Task to complete
Find "index dip: (575, 370)" in the records that follow; print that line and each subsequent line through the last one, verbatim and with nothing added.

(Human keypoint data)
╔══

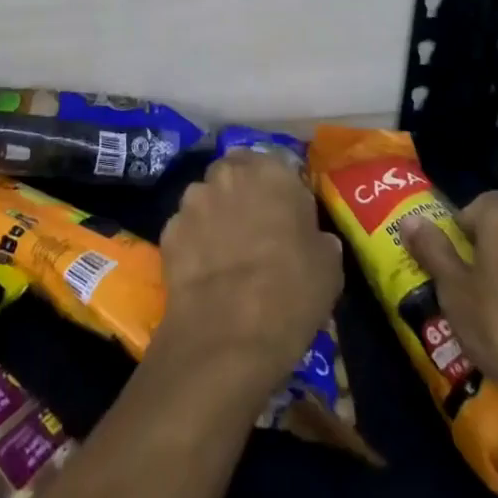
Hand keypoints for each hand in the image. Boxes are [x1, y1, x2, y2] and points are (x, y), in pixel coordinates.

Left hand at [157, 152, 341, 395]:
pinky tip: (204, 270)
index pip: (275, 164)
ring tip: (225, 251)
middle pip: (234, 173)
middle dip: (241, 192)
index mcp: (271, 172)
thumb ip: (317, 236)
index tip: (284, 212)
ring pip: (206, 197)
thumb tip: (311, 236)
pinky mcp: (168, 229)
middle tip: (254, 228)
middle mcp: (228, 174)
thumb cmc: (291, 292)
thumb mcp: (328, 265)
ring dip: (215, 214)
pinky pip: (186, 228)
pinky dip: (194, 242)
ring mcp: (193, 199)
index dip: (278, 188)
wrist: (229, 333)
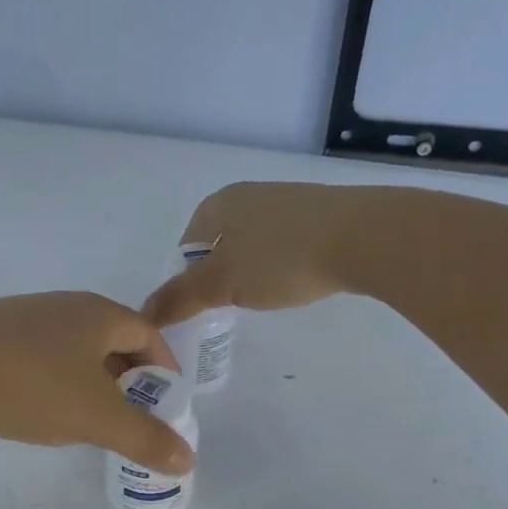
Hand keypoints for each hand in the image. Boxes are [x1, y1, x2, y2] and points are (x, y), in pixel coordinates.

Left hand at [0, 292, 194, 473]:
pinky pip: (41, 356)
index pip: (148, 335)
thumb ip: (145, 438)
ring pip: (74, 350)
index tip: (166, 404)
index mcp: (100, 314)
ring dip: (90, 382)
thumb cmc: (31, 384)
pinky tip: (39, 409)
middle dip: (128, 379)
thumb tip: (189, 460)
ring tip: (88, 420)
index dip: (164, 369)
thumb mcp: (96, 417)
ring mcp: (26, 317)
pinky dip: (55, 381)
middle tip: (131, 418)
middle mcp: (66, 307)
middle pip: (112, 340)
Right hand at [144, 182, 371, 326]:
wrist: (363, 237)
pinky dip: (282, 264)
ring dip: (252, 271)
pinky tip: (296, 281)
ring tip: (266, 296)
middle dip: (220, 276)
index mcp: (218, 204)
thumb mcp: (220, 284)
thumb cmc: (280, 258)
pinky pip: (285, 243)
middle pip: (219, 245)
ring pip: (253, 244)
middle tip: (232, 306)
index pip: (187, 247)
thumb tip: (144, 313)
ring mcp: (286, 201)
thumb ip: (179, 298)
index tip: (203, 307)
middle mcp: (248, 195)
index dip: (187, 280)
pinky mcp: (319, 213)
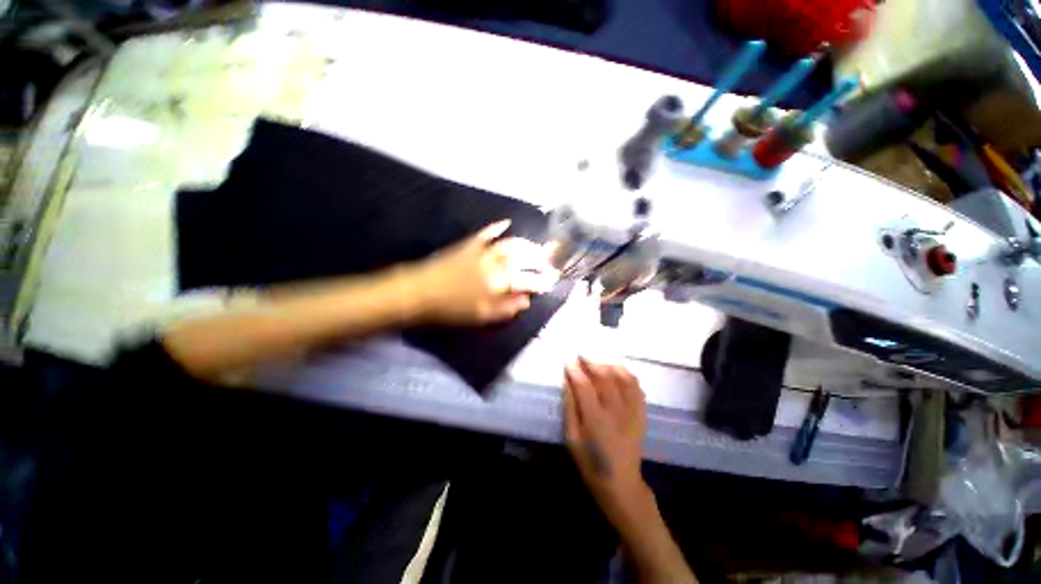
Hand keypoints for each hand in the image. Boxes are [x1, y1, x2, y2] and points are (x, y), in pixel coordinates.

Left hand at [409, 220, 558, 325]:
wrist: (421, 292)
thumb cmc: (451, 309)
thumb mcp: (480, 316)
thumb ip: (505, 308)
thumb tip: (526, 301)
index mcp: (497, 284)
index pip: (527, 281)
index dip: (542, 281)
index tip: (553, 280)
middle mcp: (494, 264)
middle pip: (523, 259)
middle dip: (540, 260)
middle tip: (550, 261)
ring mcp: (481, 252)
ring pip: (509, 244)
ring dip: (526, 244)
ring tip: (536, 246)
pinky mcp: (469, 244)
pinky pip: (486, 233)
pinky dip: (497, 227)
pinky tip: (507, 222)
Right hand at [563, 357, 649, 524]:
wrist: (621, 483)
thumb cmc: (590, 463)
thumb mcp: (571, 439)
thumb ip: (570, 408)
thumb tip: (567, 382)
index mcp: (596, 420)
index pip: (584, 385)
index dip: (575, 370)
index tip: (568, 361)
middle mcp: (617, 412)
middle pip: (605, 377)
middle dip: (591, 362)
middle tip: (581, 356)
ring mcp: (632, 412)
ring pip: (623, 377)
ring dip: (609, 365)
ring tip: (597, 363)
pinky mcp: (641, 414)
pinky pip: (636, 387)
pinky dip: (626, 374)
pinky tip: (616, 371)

╚══

Solution to this problem
index dip: (575, 370)
index tip: (568, 361)
middle mcp: (617, 412)
middle pip: (605, 377)
middle dip: (591, 362)
middle tip: (581, 356)
ring mcp: (632, 412)
ring pip: (623, 377)
ring dip: (609, 365)
ring tip: (597, 363)
pinky mcp: (641, 414)
pinky pip: (636, 387)
pinky dip: (626, 374)
pinky tip: (616, 371)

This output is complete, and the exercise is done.